*** Opening of DATA SHOWN ***

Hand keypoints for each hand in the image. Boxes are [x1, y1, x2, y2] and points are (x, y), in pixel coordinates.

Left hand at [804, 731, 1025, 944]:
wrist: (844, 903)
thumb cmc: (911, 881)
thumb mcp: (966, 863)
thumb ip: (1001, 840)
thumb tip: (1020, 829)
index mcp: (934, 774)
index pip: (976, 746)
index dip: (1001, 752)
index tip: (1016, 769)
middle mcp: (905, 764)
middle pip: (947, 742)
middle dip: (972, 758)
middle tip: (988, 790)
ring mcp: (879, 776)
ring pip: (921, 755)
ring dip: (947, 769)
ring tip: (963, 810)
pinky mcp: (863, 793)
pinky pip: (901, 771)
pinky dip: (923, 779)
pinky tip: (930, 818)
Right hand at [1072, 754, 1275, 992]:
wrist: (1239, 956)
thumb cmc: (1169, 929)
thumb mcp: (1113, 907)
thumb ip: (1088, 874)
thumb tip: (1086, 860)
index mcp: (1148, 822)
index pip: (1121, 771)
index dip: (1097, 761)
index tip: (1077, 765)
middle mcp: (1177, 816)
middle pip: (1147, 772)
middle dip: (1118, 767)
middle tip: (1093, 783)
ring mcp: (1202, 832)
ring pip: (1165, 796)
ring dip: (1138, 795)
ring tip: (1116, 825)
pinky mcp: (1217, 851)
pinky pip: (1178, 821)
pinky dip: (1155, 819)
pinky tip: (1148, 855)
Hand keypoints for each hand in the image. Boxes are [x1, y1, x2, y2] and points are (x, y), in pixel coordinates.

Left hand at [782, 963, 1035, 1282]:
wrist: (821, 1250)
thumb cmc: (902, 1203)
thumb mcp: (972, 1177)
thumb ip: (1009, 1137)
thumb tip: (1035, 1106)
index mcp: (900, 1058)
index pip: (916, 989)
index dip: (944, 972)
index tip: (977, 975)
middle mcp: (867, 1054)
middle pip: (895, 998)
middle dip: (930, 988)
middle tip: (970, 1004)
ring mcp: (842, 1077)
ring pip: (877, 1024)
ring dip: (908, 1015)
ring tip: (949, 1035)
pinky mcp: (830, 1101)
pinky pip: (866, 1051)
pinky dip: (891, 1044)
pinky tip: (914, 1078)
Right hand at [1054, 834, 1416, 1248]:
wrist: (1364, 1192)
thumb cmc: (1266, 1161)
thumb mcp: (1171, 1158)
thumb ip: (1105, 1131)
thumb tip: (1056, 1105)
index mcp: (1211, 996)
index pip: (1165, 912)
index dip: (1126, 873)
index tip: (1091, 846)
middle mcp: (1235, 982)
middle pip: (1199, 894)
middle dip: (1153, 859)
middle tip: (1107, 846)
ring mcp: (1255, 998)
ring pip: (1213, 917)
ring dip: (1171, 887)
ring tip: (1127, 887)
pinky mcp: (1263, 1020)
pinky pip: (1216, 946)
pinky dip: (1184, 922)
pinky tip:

*** Close of DATA SHOWN ***

WORK INSTRUCTIONS
Retype every line up to and including the one that contains "thumb mcp: (1171, 1158)", beginning at the first line of the records, with no edits.

ANSWER SPACE
Hand keypoints for each hand in the image. Boxes are [x1, y1, x2, y2] and points are (x, y), in pixel coordinates.

Left hand at [804, 731, 1025, 944]:
wrist: (844, 903)
thumb cmc: (911, 881)
thumb mcp: (966, 863)
thumb ip: (1001, 840)
thumb tip: (1020, 829)
index mcp: (934, 774)
index pip: (976, 746)
index dip: (1001, 752)
index tip: (1016, 769)
middle mcp: (905, 764)
middle pip: (947, 742)
middle dip: (972, 758)
middle tip: (988, 790)
ring mcp: (879, 776)
ring pip: (921, 755)
ring dip: (947, 769)
ring tip: (963, 810)
pinky mcp: (863, 793)
pinky pip: (901, 771)
pinky dip: (923, 779)
pinky tip: (930, 818)
Right hand at [1072, 754, 1275, 992]:
wrist: (1239, 956)
thumb cmc: (1169, 929)
thumb mcp: (1113, 907)
thumb ip: (1088, 874)
thumb tip: (1086, 860)
index mcp: (1148, 822)
index pip: (1121, 771)
index dip: (1097, 761)
index tip: (1077, 765)
middle mcp: (1177, 816)
middle pip: (1147, 772)
middle dip: (1118, 767)
middle tip: (1093, 783)
ring mcp: (1202, 832)
ring pip: (1165, 796)
ring dip: (1138, 795)
ring tip: (1116, 825)
pinky mcp: (1217, 851)
pinky pip: (1178, 821)
pinky dip: (1155, 819)
pinky tip: (1148, 855)
Hand keypoints for each hand in the image. Boxes are [x1, y1, x2, y2] and points are (x, y), in pixel coordinates.

Left hand at [782, 963, 1035, 1282]:
wrist: (821, 1250)
thumb cmc: (902, 1203)
thumb mcp: (972, 1177)
thumb ip: (1009, 1137)
thumb tip: (1035, 1106)
index mcp: (900, 1058)
index pip: (916, 989)
index dip: (944, 972)
index tip: (977, 975)
middle mcp: (867, 1054)
middle pip: (895, 998)
middle dip: (930, 988)
middle tip: (970, 1004)
ring mcp: (842, 1077)
ring pip: (877, 1024)
ring dip: (908, 1015)
ring tip: (949, 1035)
pinky mcp: (830, 1101)
pinky pip: (866, 1051)
pinky dip: (891, 1044)
pinky tip: (914, 1078)
Right hand at [1054, 834, 1416, 1248]:
wrist: (1364, 1192)
thumb cmc: (1266, 1161)
thumb mcp: (1171, 1158)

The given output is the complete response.